An Evaluation of the Perceptions of Multicultural Knowledge and Multicultural Awareness Between Graduating Counselor Education Students With Beginning Counselor Education Students Who Have Recently Completed a Course in Multicultural Issues and Strategies in Counseling
Counselor Education and Supervision (ExCES)
School of Education
Multicultural counseling, Counselor education
This was a study of student perceptions and retention of multicultural counseling awareness and knowledge. All of the graduate students of a medium sized, private university in Pennsylvania, in the counselor education program (included marriage and family, school counseling, and community counseling tracks) were required to take the Multicultural Issues and Strategies in Counseling course. This study examined whether or not graduate students retain multicultural counseling knowledge and awareness from the completion of a beginning course in multicultural counseling through to graduation. This investigator hoped to contribute to the field of counselor education by examining if multicultural counseling competencies are retained or if adjustments should be considered in the counselor education program to insure that the skills and competencies are present at graduation. This study was also conducted to help determine if a measuring instrument for multicultural counseling knowledge and awareness would be a useful measurement tool in counselor education programs. The instrument used in the study is the Multicultural Counseling Knowledge and Awareness Scale (MCKAS, Ponterotto et al., 1997), a 32-item self-report inventory that measures perceived multicultural counseling knowledge and awareness.

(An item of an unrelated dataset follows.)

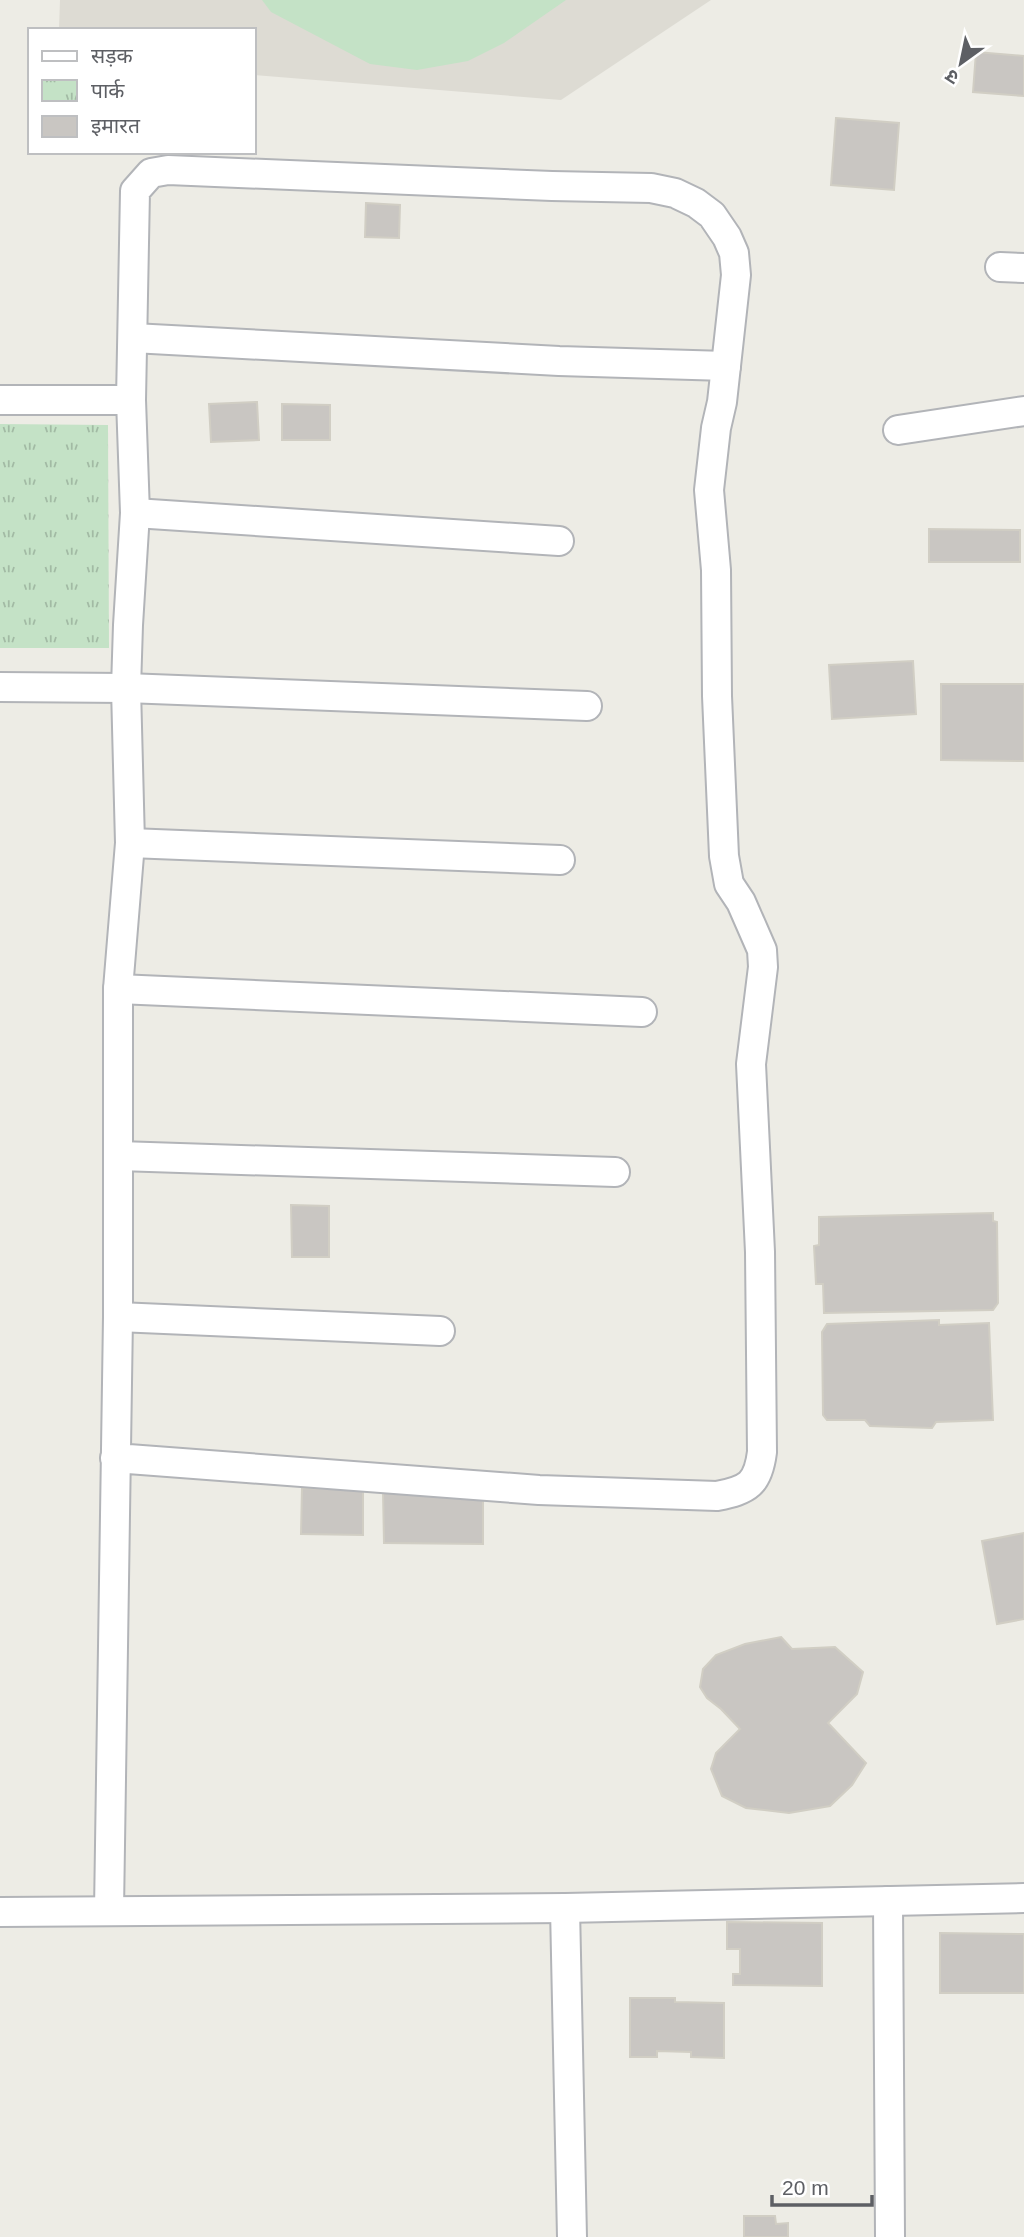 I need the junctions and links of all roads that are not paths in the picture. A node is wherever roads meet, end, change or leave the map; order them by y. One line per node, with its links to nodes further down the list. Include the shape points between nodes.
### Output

The primary research question is: "Do graduating counseling students retain their level of perception of multicultural counseling knowledge and awareness from the completion of the Multicultural Issues and Strategies in Counseling Course through graduation. There is approximately a 2-year period between completion of the course and graduation. The investigator also examined if there was an interaction effect of gender on the retention rate. The question was whether or not there is a difference between retention levels for male and female students.
It was determined that graduating students demonstrate the same levels of knowledge and awareness of multicultural competency as students who complete the course. This study was a follow-up to a study conducted by Kitchens-Stevens (2005) that determined that students' skills in these areas improve from taking the course; this study demonstrated that they retain these skills to graduation. It was also determined that gender is not an interaction variable; men and women demonstrated no differences.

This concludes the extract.